> [DATA SHOWN]:
________________________
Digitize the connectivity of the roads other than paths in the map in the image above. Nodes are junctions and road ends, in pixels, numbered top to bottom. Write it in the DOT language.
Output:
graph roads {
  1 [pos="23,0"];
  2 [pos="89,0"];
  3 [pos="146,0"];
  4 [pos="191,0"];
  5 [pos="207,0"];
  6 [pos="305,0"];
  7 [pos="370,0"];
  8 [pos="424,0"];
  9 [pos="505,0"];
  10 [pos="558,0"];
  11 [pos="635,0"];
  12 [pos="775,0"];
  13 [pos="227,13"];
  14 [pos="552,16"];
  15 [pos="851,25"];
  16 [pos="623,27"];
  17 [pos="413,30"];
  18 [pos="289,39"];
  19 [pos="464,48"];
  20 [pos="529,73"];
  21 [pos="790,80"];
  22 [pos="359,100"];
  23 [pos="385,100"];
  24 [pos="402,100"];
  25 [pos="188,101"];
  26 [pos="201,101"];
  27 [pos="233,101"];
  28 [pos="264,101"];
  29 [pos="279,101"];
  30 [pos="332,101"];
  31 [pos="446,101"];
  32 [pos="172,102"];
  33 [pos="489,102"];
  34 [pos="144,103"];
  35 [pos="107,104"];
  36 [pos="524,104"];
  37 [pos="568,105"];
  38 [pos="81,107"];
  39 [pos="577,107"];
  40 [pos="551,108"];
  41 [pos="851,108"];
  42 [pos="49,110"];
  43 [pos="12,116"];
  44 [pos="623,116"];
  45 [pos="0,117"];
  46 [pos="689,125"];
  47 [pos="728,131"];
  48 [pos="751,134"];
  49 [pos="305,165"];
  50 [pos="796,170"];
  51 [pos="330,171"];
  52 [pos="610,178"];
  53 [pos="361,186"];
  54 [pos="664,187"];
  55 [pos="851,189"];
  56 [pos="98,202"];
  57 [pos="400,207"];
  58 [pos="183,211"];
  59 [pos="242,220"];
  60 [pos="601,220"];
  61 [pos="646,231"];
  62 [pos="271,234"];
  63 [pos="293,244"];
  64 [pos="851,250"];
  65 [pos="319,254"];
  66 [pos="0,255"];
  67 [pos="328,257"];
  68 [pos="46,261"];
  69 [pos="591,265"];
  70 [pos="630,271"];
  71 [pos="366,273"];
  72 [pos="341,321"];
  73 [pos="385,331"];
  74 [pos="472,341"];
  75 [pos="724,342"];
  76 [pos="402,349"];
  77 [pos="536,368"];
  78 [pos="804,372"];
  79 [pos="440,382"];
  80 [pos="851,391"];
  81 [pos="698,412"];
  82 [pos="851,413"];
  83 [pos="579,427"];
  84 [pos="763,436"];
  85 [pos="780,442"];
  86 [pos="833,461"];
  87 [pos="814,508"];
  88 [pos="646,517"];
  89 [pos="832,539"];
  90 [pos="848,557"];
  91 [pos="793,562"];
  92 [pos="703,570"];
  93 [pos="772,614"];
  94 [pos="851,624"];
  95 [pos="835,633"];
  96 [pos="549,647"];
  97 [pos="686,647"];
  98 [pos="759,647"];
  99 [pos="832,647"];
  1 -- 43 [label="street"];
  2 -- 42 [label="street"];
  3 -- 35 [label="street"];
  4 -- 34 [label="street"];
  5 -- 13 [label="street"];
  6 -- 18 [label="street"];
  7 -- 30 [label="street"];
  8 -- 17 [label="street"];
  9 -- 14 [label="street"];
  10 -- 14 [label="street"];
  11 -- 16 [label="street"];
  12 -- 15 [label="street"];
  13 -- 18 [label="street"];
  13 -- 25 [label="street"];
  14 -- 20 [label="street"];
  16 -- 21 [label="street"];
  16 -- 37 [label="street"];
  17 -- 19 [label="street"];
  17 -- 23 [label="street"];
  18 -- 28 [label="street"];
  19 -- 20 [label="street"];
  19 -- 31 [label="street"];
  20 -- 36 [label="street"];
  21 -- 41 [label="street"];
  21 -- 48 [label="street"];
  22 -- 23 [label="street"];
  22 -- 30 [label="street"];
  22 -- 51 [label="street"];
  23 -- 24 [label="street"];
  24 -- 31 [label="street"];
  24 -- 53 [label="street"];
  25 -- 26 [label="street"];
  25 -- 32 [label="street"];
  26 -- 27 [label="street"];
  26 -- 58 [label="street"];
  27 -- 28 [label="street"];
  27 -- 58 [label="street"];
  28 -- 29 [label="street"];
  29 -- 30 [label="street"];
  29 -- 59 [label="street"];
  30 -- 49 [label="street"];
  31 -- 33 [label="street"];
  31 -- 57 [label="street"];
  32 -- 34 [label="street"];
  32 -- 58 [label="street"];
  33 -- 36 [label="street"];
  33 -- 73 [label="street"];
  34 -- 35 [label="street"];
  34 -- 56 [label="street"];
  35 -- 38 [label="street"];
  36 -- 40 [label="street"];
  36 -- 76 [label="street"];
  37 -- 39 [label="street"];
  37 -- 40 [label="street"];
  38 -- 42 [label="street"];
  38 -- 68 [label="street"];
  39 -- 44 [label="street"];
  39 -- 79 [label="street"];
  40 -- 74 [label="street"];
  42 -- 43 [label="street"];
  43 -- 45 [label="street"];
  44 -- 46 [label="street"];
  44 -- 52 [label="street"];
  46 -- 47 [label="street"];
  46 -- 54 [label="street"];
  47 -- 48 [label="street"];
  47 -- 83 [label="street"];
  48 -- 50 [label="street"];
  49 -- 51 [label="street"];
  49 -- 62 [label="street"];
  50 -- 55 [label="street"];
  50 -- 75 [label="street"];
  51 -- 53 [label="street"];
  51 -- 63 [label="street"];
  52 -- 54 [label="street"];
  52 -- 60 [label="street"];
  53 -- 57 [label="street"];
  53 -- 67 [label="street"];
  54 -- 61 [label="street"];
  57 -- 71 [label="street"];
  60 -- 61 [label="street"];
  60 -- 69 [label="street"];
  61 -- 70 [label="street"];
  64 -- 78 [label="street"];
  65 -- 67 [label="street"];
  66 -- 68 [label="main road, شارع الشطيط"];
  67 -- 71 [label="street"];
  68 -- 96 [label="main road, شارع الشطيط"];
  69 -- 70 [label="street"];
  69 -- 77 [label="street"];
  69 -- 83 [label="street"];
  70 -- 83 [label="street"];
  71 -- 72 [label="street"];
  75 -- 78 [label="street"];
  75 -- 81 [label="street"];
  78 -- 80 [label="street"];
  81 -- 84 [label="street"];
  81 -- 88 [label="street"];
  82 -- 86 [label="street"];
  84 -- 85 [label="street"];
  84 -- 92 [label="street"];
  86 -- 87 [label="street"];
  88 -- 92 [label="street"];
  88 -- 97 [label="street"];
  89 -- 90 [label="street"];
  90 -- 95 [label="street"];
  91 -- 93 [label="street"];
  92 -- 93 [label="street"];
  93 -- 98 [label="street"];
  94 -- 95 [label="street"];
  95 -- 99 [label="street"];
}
________________________
> [WORK REQUIRED]: Reproduce every record above exactly.

> [OUTPUT FOR THIS TASK]:
Digitize the connectivity of the roads other than paths in the map in the image above. Nodes are junctions and road ends, in pixels, numbered top to bottom. Write it in the DOT language.
Output:
graph roads {
  1 [pos="23,0"];
  2 [pos="89,0"];
  3 [pos="146,0"];
  4 [pos="191,0"];
  5 [pos="207,0"];
  6 [pos="305,0"];
  7 [pos="370,0"];
  8 [pos="424,0"];
  9 [pos="505,0"];
  10 [pos="558,0"];
  11 [pos="635,0"];
  12 [pos="775,0"];
  13 [pos="227,13"];
  14 [pos="552,16"];
  15 [pos="851,25"];
  16 [pos="623,27"];
  17 [pos="413,30"];
  18 [pos="289,39"];
  19 [pos="464,48"];
  20 [pos="529,73"];
  21 [pos="790,80"];
  22 [pos="359,100"];
  23 [pos="385,100"];
  24 [pos="402,100"];
  25 [pos="188,101"];
  26 [pos="201,101"];
  27 [pos="233,101"];
  28 [pos="264,101"];
  29 [pos="279,101"];
  30 [pos="332,101"];
  31 [pos="446,101"];
  32 [pos="172,102"];
  33 [pos="489,102"];
  34 [pos="144,103"];
  35 [pos="107,104"];
  36 [pos="524,104"];
  37 [pos="568,105"];
  38 [pos="81,107"];
  39 [pos="577,107"];
  40 [pos="551,108"];
  41 [pos="851,108"];
  42 [pos="49,110"];
  43 [pos="12,116"];
  44 [pos="623,116"];
  45 [pos="0,117"];
  46 [pos="689,125"];
  47 [pos="728,131"];
  48 [pos="751,134"];
  49 [pos="305,165"];
  50 [pos="796,170"];
  51 [pos="330,171"];
  52 [pos="610,178"];
  53 [pos="361,186"];
  54 [pos="664,187"];
  55 [pos="851,189"];
  56 [pos="98,202"];
  57 [pos="400,207"];
  58 [pos="183,211"];
  59 [pos="242,220"];
  60 [pos="601,220"];
  61 [pos="646,231"];
  62 [pos="271,234"];
  63 [pos="293,244"];
  64 [pos="851,250"];
  65 [pos="319,254"];
  66 [pos="0,255"];
  67 [pos="328,257"];
  68 [pos="46,261"];
  69 [pos="591,265"];
  70 [pos="630,271"];
  71 [pos="366,273"];
  72 [pos="341,321"];
  73 [pos="385,331"];
  74 [pos="472,341"];
  75 [pos="724,342"];
  76 [pos="402,349"];
  77 [pos="536,368"];
  78 [pos="804,372"];
  79 [pos="440,382"];
  80 [pos="851,391"];
  81 [pos="698,412"];
  82 [pos="851,413"];
  83 [pos="579,427"];
  84 [pos="763,436"];
  85 [pos="780,442"];
  86 [pos="833,461"];
  87 [pos="814,508"];
  88 [pos="646,517"];
  89 [pos="832,539"];
  90 [pos="848,557"];
  91 [pos="793,562"];
  92 [pos="703,570"];
  93 [pos="772,614"];
  94 [pos="851,624"];
  95 [pos="835,633"];
  96 [pos="549,647"];
  97 [pos="686,647"];
  98 [pos="759,647"];
  99 [pos="832,647"];
  1 -- 43 [label="street"];
  2 -- 42 [label="street"];
  3 -- 35 [label="street"];
  4 -- 34 [label="street"];
  5 -- 13 [label="street"];
  6 -- 18 [label="street"];
  7 -- 30 [label="street"];
  8 -- 17 [label="street"];
  9 -- 14 [label="street"];
  10 -- 14 [label="street"];
  11 -- 16 [label="street"];
  12 -- 15 [label="street"];
  13 -- 18 [label="street"];
  13 -- 25 [label="street"];
  14 -- 20 [label="street"];
  16 -- 21 [label="street"];
  16 -- 37 [label="street"];
  17 -- 19 [label="street"];
  17 -- 23 [label="street"];
  18 -- 28 [label="street"];
  19 -- 20 [label="street"];
  19 -- 31 [label="street"];
  20 -- 36 [label="street"];
  21 -- 41 [label="street"];
  21 -- 48 [label="street"];
  22 -- 23 [label="street"];
  22 -- 30 [label="street"];
  22 -- 51 [label="street"];
  23 -- 24 [label="street"];
  24 -- 31 [label="street"];
  24 -- 53 [label="street"];
  25 -- 26 [label="street"];
  25 -- 32 [label="street"];
  26 -- 27 [label="street"];
  26 -- 58 [label="street"];
  27 -- 28 [label="street"];
  27 -- 58 [label="street"];
  28 -- 29 [label="street"];
  29 -- 30 [label="street"];
  29 -- 59 [label="street"];
  30 -- 49 [label="street"];
  31 -- 33 [label="street"];
  31 -- 57 [label="street"];
  32 -- 34 [label="street"];
  32 -- 58 [label="street"];
  33 -- 36 [label="street"];
  33 -- 73 [label="street"];
  34 -- 35 [label="street"];
  34 -- 56 [label="street"];
  35 -- 38 [label="street"];
  36 -- 40 [label="street"];
  36 -- 76 [label="street"];
  37 -- 39 [label="street"];
  37 -- 40 [label="street"];
  38 -- 42 [label="street"];
  38 -- 68 [label="street"];
  39 -- 44 [label="street"];
  39 -- 79 [label="street"];
  40 -- 74 [label="street"];
  42 -- 43 [label="street"];
  43 -- 45 [label="street"];
  44 -- 46 [label="street"];
  44 -- 52 [label="street"];
  46 -- 47 [label="street"];
  46 -- 54 [label="street"];
  47 -- 48 [label="street"];
  47 -- 83 [label="street"];
  48 -- 50 [label="street"];
  49 -- 51 [label="street"];
  49 -- 62 [label="street"];
  50 -- 55 [label="street"];
  50 -- 75 [label="street"];
  51 -- 53 [label="street"];
  51 -- 63 [label="street"];
  52 -- 54 [label="street"];
  52 -- 60 [label="street"];
  53 -- 57 [label="street"];
  53 -- 67 [label="street"];
  54 -- 61 [label="street"];
  57 -- 71 [label="street"];
  60 -- 61 [label="street"];
  60 -- 69 [label="street"];
  61 -- 70 [label="street"];
  64 -- 78 [label="street"];
  65 -- 67 [label="street"];
  66 -- 68 [label="main road, شارع الشطيط"];
  67 -- 71 [label="street"];
  68 -- 96 [label="main road, شارع الشطيط"];
  69 -- 70 [label="street"];
  69 -- 77 [label="street"];
  69 -- 83 [label="street"];
  70 -- 83 [label="street"];
  71 -- 72 [label="street"];
  75 -- 78 [label="street"];
  75 -- 81 [label="street"];
  78 -- 80 [label="street"];
  81 -- 84 [label="street"];
  81 -- 88 [label="street"];
  82 -- 86 [label="street"];
  84 -- 85 [label="street"];
  84 -- 92 [label="street"];
  86 -- 87 [label="street"];
  88 -- 92 [label="street"];
  88 -- 97 [label="street"];
  89 -- 90 [label="street"];
  90 -- 95 [label="street"];
  91 -- 93 [label="street"];
  92 -- 93 [label="street"];
  93 -- 98 [label="street"];
  94 -- 95 [label="street"];
  95 -- 99 [label="street"];
}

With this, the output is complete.